- _Exercise objective_:
Filter the material below so that only lines containing "other" remain.

- _Source records_:
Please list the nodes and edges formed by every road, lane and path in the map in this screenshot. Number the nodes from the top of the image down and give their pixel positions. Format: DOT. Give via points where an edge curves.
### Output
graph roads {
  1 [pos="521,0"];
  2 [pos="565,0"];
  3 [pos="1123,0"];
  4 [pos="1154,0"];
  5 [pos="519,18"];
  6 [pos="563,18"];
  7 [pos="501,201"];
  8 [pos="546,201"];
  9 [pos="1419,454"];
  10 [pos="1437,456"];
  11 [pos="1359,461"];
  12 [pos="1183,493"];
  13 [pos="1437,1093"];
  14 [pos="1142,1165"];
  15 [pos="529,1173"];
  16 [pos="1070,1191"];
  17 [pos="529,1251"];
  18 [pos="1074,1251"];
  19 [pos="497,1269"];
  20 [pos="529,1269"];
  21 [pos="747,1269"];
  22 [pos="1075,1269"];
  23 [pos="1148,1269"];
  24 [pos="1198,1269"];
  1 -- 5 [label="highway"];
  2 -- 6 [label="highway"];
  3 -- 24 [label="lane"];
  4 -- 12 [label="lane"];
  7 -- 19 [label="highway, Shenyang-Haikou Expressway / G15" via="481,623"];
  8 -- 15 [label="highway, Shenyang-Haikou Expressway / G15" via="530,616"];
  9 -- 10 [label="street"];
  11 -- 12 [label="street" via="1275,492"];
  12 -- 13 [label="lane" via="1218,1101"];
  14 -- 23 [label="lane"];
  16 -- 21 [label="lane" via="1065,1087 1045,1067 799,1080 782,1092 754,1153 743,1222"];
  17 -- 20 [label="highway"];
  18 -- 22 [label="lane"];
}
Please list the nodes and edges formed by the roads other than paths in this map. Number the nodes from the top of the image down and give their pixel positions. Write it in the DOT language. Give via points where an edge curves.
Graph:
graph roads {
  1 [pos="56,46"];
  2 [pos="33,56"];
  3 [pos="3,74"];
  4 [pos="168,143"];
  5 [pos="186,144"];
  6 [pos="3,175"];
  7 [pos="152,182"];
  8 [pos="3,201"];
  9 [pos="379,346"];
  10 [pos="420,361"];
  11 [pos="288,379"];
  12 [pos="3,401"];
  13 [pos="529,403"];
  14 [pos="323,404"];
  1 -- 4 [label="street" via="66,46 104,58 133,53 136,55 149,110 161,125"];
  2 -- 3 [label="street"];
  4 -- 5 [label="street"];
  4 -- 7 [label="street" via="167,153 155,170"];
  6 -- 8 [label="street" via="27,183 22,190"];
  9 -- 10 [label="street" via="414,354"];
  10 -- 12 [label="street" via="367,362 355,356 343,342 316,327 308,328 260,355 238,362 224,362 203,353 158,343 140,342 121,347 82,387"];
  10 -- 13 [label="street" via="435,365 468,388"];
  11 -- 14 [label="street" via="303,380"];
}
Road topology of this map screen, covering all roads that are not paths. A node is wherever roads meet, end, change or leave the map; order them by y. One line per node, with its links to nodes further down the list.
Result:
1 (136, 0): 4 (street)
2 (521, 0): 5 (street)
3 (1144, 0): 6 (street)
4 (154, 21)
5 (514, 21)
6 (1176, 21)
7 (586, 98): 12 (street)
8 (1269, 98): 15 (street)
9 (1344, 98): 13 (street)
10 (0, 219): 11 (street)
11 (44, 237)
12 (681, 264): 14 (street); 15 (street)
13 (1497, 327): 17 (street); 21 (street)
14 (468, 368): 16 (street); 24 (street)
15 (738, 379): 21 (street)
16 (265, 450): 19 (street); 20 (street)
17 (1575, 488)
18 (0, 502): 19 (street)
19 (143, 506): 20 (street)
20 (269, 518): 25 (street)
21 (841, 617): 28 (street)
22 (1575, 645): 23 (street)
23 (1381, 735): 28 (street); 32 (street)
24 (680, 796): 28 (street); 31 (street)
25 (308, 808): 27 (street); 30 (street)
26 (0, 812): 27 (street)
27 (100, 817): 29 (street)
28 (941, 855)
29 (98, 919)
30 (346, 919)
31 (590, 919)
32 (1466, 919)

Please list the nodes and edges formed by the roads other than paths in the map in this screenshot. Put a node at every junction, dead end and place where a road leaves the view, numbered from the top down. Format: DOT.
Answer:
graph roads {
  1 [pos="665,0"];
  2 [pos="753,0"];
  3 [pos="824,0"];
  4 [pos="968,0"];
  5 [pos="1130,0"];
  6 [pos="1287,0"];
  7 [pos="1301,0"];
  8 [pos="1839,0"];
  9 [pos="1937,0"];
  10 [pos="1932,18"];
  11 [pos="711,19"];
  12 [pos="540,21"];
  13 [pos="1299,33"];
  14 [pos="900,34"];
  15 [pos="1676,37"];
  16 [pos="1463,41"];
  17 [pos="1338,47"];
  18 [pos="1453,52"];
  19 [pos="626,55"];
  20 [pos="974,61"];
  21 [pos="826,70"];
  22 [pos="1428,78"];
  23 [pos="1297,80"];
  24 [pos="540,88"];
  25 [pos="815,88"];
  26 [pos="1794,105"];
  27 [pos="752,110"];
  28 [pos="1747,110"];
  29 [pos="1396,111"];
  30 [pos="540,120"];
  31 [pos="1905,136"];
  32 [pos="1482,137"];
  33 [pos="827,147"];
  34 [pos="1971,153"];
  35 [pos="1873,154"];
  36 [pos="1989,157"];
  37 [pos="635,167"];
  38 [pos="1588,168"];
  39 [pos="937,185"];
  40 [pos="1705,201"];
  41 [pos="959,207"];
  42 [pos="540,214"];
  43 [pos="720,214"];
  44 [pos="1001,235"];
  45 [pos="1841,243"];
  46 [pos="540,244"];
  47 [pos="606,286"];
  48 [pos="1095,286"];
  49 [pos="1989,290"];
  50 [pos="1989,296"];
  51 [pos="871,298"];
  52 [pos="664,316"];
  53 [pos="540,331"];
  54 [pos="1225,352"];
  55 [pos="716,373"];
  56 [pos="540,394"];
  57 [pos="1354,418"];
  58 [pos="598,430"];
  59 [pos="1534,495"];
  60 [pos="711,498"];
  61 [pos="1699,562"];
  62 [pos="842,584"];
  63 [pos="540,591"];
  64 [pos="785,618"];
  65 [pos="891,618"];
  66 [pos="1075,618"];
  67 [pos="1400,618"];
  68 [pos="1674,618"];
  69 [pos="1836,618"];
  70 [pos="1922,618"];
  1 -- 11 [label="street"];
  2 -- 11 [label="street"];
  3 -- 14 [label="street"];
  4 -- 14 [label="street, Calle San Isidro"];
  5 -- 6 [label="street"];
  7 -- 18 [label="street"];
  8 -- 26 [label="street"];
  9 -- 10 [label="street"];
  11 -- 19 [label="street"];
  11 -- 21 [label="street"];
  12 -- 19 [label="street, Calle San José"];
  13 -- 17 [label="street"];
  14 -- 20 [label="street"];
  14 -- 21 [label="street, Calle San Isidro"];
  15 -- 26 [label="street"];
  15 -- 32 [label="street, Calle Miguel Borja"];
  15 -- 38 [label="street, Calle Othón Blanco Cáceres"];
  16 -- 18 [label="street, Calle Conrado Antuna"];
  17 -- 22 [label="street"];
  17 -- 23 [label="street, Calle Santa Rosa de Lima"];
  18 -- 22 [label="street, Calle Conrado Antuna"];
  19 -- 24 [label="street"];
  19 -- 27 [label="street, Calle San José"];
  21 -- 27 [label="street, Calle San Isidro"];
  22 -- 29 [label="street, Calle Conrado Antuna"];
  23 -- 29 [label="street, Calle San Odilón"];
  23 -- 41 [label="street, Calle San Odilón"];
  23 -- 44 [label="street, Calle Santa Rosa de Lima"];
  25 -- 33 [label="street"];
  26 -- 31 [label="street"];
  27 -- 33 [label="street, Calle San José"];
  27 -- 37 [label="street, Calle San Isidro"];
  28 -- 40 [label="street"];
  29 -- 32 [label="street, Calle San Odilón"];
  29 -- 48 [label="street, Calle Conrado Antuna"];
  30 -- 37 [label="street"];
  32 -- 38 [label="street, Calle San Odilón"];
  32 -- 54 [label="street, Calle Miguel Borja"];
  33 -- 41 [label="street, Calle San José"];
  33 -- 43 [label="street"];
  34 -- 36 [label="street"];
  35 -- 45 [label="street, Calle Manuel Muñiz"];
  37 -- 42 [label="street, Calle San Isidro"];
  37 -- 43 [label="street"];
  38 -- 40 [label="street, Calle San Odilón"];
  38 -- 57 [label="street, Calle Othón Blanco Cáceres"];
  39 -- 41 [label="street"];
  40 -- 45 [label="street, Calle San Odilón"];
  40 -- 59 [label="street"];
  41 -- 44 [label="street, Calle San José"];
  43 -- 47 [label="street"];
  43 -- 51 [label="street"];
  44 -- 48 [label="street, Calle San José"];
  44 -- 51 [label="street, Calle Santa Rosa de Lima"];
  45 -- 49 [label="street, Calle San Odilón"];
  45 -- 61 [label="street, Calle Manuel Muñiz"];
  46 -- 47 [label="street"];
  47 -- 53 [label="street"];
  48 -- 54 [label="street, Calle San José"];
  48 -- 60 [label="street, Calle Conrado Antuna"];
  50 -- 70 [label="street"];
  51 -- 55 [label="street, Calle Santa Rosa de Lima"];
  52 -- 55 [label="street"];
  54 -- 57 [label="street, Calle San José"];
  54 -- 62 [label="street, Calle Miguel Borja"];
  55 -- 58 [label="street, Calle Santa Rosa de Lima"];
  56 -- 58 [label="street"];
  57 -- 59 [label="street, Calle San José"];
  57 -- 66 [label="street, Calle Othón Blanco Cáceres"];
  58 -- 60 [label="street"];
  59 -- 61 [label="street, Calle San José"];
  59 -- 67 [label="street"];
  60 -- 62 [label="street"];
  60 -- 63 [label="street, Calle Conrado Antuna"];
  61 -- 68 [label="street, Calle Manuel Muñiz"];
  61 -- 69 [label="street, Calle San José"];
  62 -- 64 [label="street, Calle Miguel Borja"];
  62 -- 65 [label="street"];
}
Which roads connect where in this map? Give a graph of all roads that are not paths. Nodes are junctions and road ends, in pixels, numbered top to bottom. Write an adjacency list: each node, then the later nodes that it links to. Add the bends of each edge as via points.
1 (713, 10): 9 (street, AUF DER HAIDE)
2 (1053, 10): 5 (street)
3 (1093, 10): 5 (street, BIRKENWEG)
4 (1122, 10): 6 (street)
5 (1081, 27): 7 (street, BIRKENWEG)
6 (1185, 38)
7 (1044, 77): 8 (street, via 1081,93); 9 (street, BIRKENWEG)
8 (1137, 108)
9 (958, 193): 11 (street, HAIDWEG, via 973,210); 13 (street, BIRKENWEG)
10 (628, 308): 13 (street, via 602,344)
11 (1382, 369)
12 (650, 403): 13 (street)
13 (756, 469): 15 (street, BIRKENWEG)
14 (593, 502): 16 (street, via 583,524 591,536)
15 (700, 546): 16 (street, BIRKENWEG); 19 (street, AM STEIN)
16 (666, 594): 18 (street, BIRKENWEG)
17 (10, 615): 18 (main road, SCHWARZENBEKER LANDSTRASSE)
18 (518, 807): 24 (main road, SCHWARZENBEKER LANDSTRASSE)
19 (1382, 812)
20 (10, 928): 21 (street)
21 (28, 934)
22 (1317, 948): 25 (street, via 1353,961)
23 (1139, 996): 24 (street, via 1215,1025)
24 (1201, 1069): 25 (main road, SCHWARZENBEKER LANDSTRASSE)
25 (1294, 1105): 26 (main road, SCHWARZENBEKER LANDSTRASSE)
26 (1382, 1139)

- _Your response_:
Please list the nodes and edges formed by the roads other than paths in this map. Number the nodes from the top of the image down and give their pixel positions. Write it in the DOT language. Give via points where an edge curves.
Please list the nodes and edges formed by the roads other than paths in the map in this screenshot. Put a node at every junction, dead end and place where a road leaves the view, numbered from the top down. Format: DOT.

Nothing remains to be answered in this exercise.